PROBLEM TO SOLVE -
In the records below, find every line that contains "Flyover" and list it.

EXTRACTED ENTRIES -

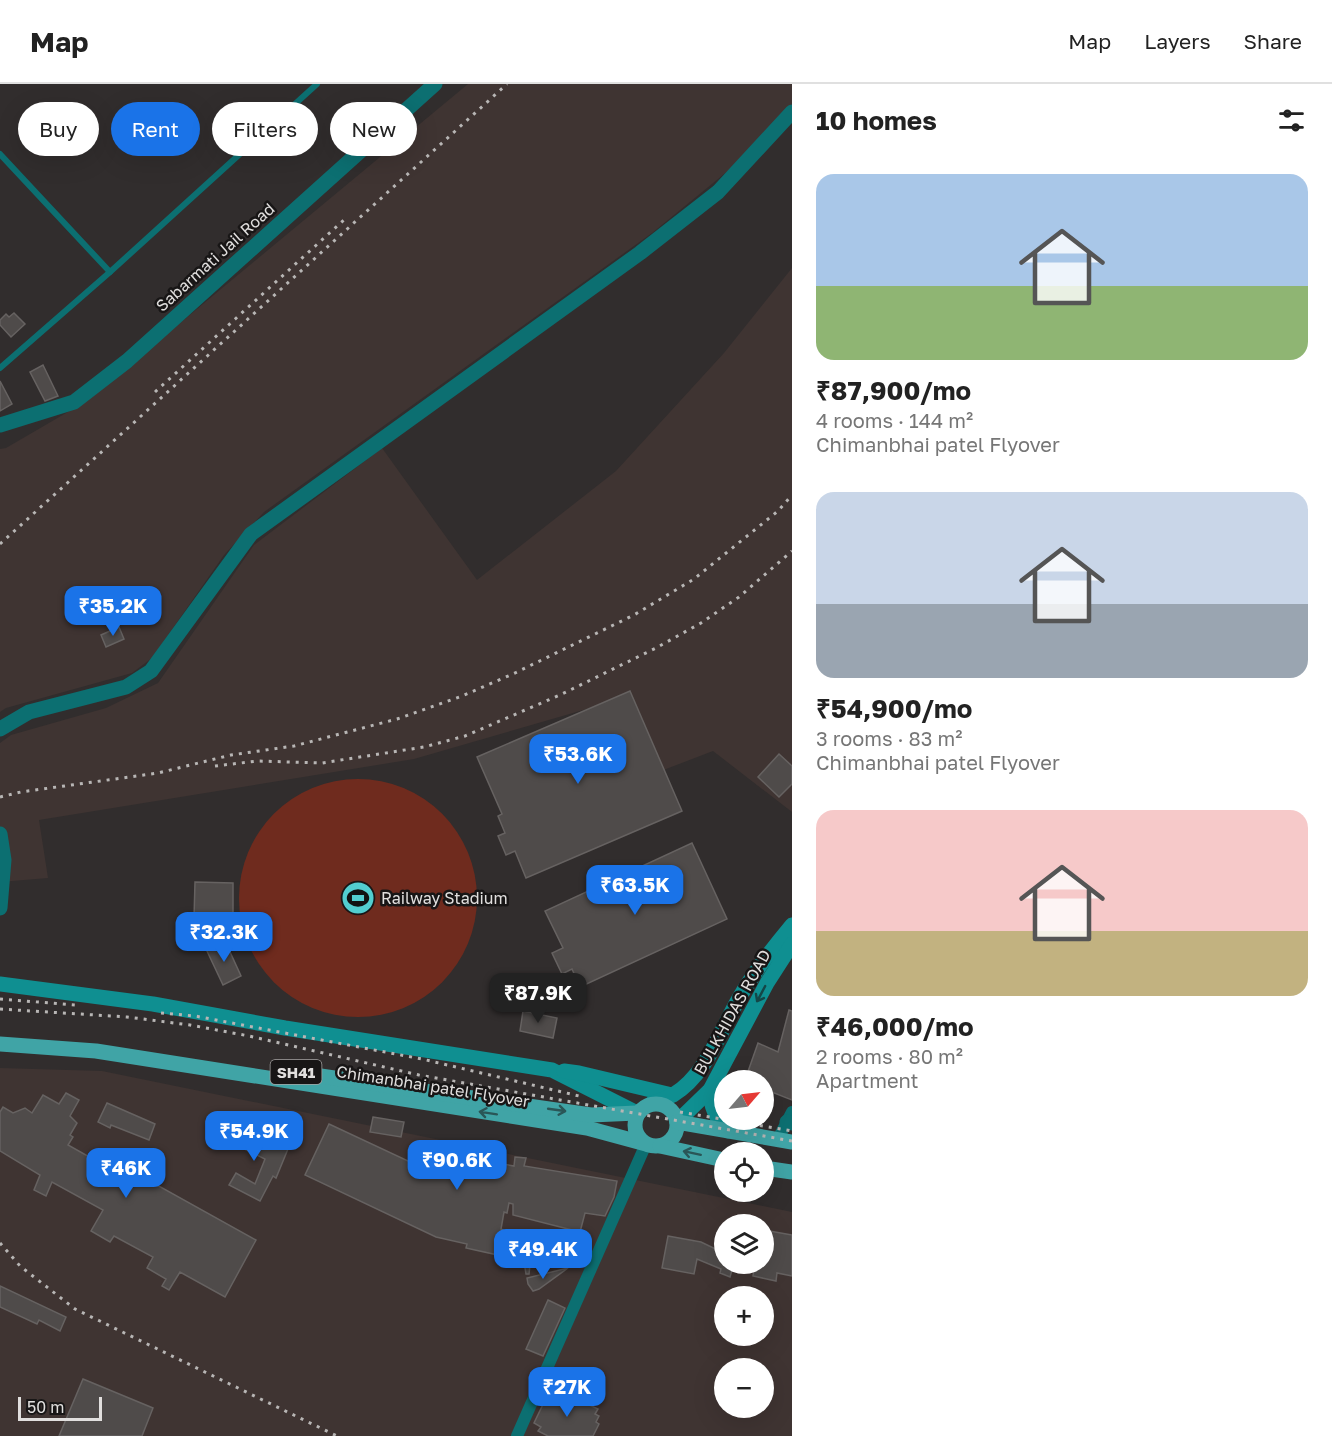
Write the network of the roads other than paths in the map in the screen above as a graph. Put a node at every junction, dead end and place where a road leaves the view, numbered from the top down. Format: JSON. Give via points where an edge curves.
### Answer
{"nodes":[{"id":1,"x":317,"y":84,"type":"edge"},
{"id":2,"x":435,"y":84,"type":"edge"},
{"id":3,"x":792,"y":112,"type":"edge"},
{"id":4,"x":0,"y":154,"type":"edge"},
{"id":5,"x":110,"y":273,"type":"junction"},
{"id":6,"x":0,"y":368,"type":"edge"},
{"id":7,"x":0,"y":426,"type":"edge"},
{"id":8,"x":0,"y":729,"type":"edge"},
{"id":9,"x":0,"y":834,"type":"edge"},
{"id":10,"x":0,"y":908,"type":"edge"},
{"id":11,"x":792,"y":925,"type":"edge"},
{"id":12,"x":792,"y":944,"type":"edge"},
{"id":13,"x":0,"y":984,"type":"edge"},
{"id":14,"x":0,"y":1034,"type":"edge"},
{"id":15,"x":0,"y":1044,"type":"edge"},
{"id":16,"x":552,"y":1070,"type":"junction"},
{"id":17,"x":710,"y":1090,"type":"junction"},
{"id":18,"x":672,"y":1095,"type":"junction"},
{"id":19,"x":652,"y":1103,"type":"junction"},
{"id":20,"x":637,"y":1113,"type":"junction"},
{"id":21,"x":790,"y":1119,"type":"edge"},
{"id":22,"x":589,"y":1122,"type":"junction"},
{"id":23,"x":677,"y":1122,"type":"junction"},
{"id":24,"x":728,"y":1131,"type":"junction"},
{"id":25,"x":785,"y":1140,"type":"edge"},
{"id":26,"x":653,"y":1145,"type":"junction"},
{"id":27,"x":714,"y":1158,"type":"edge"},
{"id":28,"x":774,"y":1169,"type":"edge"},
{"id":29,"x":792,"y":1172,"type":"edge"},
{"id":30,"x":518,"y":1436,"type":"edge"}],
"edges":[{"from":1,"to":5,"type":"lane"},
{"from":2,"to":7,"type":"street","name":"Sabarmati Jail Road","via":[[118,368],[74,402]]},
{"from":3,"to":8,"type":"street","via":[[718,192],[251,534],[151,671],[126,687],[29,712]]},
{"from":4,"to":5,"type":"lane"},
{"from":5,"to":6,"type":"lane"},
{"from":9,"to":10,"type":"street","via":[[4,860]]},
{"from":11,"to":18,"type":"main road","via":[[738,1000],[710,1055],[688,1084]]},
{"from":12,"to":17,"type":"main road","name":"BULKHIDAS ROAD","one_way":true,"via":[[766,983]]},
{"from":13,"to":16,"type":"main road","via":[[153,1004]]},
{"from":14,"to":22,"type":"main road","name":"Chimanbhai patel Flyover","number":"SH41","one_way":true,"via":[[97,1041]]},
{"from":22,"to":15,"type":"main road","name":"Chimanbhai patel Flyover","number":"SH41","one_way":true,"via":[[96,1050]]},
{"from":16,"to":18,"type":"main road"},
{"from":16,"to":20,"type":"main road"},
{"from":17,"to":23,"type":"main road","name":"BULKHIDAS ROAD"},
{"from":17,"to":24,"type":"main road","via":[[712,1107]]},
{"from":18,"to":19,"type":"main road"},
{"from":19,"to":20,"type":"main road"},
{"from":19,"to":23,"type":"main road","via":[[668,1107]]},
{"from":20,"to":22,"type":"main road","name":"Chimanbhai patel Flyover"},
{"from":20,"to":26,"type":"main road","via":[[635,1131],[639,1138]]},
{"from":21,"to":25,"type":"street"},
{"from":22,"to":26,"type":"main road","name":"Chimanbhai patel Flyover"},
{"from":23,"to":24,"type":"main road"},
{"from":23,"to":26,"type":"main road","via":[[677,1130],[668,1143]]},
{"from":24,"to":25,"type":"main road"},
{"from":27,"to":26,"type":"main road","name":"Chimanbhai patel Flyover","one_way":true},
{"from":26,"to":30,"type":"street"},
{"from":28,"to":29,"type":"main road"}]}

RESPONSE BELOW -
{"from":14,"to":22,"type":"main road","name":"Chimanbhai patel Flyover","number":"SH41","one_way":true,"via":[[97,1041]]},
{"from":22,"to":15,"type":"main road","name":"Chimanbhai patel Flyover","number":"SH41","one_way":true,"via":[[96,1050]]},
{"from":20,"to":22,"type":"main road","name":"Chimanbhai patel Flyover"},
{"from":22,"to":26,"type":"main road","name":"Chimanbhai patel Flyover"},
{"from":27,"to":26,"type":"main road","name":"Chimanbhai patel Flyover","one_way":true},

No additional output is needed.